Product Leaders must focus on Orginial Insigts - Jetu

These are wise words from Jetu Patel, EVP & GM, Security and Collaboration at Cisco. I admire him a lot!. He posted it to LinkedIn, and I believe every PM needs to know and consciously avoid these obsessions. I copied his post here as a reference note for me..


Measure yourself with the frequency and quality of original insights that you and your team come up with that make your value unique.

If the predominant thinking becomes competitor obsessed, by definition your “original insights quotient” will drop as will your relevance.

Here are the traps I’ve fallen into and when I’ve avoided them, progress has been much more likely:

Competitor Obsession

Leads to systemic loss of original insights. Catch-up is almost never a good strategy unless your explicit position is that you own a monopoly and will leverage your distribution with a good enough product. Maybe 3 companies in the world can probably do this. It’s infinitely easier to do something different and win than to try and catch-up and win.

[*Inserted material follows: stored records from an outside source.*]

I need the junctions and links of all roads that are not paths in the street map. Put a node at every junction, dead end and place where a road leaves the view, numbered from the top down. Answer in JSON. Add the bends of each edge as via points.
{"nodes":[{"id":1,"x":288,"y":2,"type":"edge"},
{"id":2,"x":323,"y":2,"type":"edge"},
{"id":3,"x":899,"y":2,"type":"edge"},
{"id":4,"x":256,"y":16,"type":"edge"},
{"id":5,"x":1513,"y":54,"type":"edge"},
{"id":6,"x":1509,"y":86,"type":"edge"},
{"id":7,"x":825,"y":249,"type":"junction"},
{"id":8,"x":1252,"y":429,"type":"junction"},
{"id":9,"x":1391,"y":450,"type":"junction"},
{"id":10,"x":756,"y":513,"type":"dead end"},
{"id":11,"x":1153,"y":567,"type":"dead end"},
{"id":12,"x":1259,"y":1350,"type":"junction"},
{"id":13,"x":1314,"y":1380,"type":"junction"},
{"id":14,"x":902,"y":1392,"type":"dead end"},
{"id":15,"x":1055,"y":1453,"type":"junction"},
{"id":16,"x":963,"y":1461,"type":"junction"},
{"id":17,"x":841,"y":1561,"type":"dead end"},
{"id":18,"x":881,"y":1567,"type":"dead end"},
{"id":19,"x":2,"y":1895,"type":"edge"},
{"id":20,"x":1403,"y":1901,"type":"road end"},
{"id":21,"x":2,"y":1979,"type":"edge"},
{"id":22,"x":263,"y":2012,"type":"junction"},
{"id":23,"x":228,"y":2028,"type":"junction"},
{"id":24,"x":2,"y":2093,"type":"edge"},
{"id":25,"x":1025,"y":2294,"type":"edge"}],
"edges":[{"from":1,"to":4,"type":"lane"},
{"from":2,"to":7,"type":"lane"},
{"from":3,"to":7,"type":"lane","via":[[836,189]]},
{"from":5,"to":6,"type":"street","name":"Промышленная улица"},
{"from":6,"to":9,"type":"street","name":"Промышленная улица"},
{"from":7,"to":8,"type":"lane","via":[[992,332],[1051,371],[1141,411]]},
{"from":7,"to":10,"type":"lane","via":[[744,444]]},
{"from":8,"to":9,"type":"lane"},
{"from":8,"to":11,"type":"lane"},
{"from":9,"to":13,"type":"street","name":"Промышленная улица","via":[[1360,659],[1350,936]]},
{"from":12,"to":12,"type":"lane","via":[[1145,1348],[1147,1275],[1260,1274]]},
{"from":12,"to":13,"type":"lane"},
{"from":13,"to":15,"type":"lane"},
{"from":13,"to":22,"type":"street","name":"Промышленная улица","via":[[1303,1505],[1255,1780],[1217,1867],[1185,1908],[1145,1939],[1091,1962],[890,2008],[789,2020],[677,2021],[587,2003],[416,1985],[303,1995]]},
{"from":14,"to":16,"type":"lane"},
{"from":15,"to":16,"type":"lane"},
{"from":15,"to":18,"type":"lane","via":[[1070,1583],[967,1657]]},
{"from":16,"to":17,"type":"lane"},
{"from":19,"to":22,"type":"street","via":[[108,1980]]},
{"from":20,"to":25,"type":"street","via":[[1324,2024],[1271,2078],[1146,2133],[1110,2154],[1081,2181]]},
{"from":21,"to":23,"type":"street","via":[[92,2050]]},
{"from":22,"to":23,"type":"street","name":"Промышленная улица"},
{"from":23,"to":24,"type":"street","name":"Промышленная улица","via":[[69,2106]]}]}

Resource Scarcity Obsession

Leads to apathy. Accept your investment envelope and start thinking of the way to win with what you have. Abundance is seldom the reason companies win. Scarcity is seldom the reason companies lose. Having too much resource can cause failure because it doesn’t force you to focus.

Shiny Object Obsession

Leads to randomization. Teams need intense focus to deeply think about problems that they can solve uniquely. Don’t chase shiny objects, chase problems. Continuous shiny object pursuits dissipate focus and prevent you at being world class at anything. It is great to be responsive to market movements. It is terrible to be reactive to market hypes.

Complexity Obsession

Leads to mis-alignment. Relaying complex thoughts makes us feel smart. But leaves people confused. Default state of all things left unattended leads to complexity. Achieving simplicity is hard and against the grain. But so so so necessary for success at scale. Also, simplicity and sophistication don’t have to be competing alternatives. Sophistication is different from complexity.

5) Risk Elimination Obsession —> Leads to indecision. We must constantly de-risk. Try to minimize risk. But learn to make strong judgement calls with incomplete data. Waiting for a complete set of data before making a call is not why we get paid to go to work. We get paid to use our judgement to be decisive with just the right amount of data. Otherwise known as strong decisions with incomplete data. Companies that win big are fast and right more than they are wrong.

Concensus Obsession

Leads to loss of speed in businesses. Time is our enemy in business. Speed and a sense of urgency is so essential to success. By all means get buyin from co-workers. But don’t look confuse concensus and alignment. They are two very different things. And if you spend 80% of your time aligning vs building, you’re seeking unanimous concensus and calling it alignment.

Net net. Seek original insights, solve real customer problems that they are willing to pay for and obsess on customer delight at scale. Rest will follow.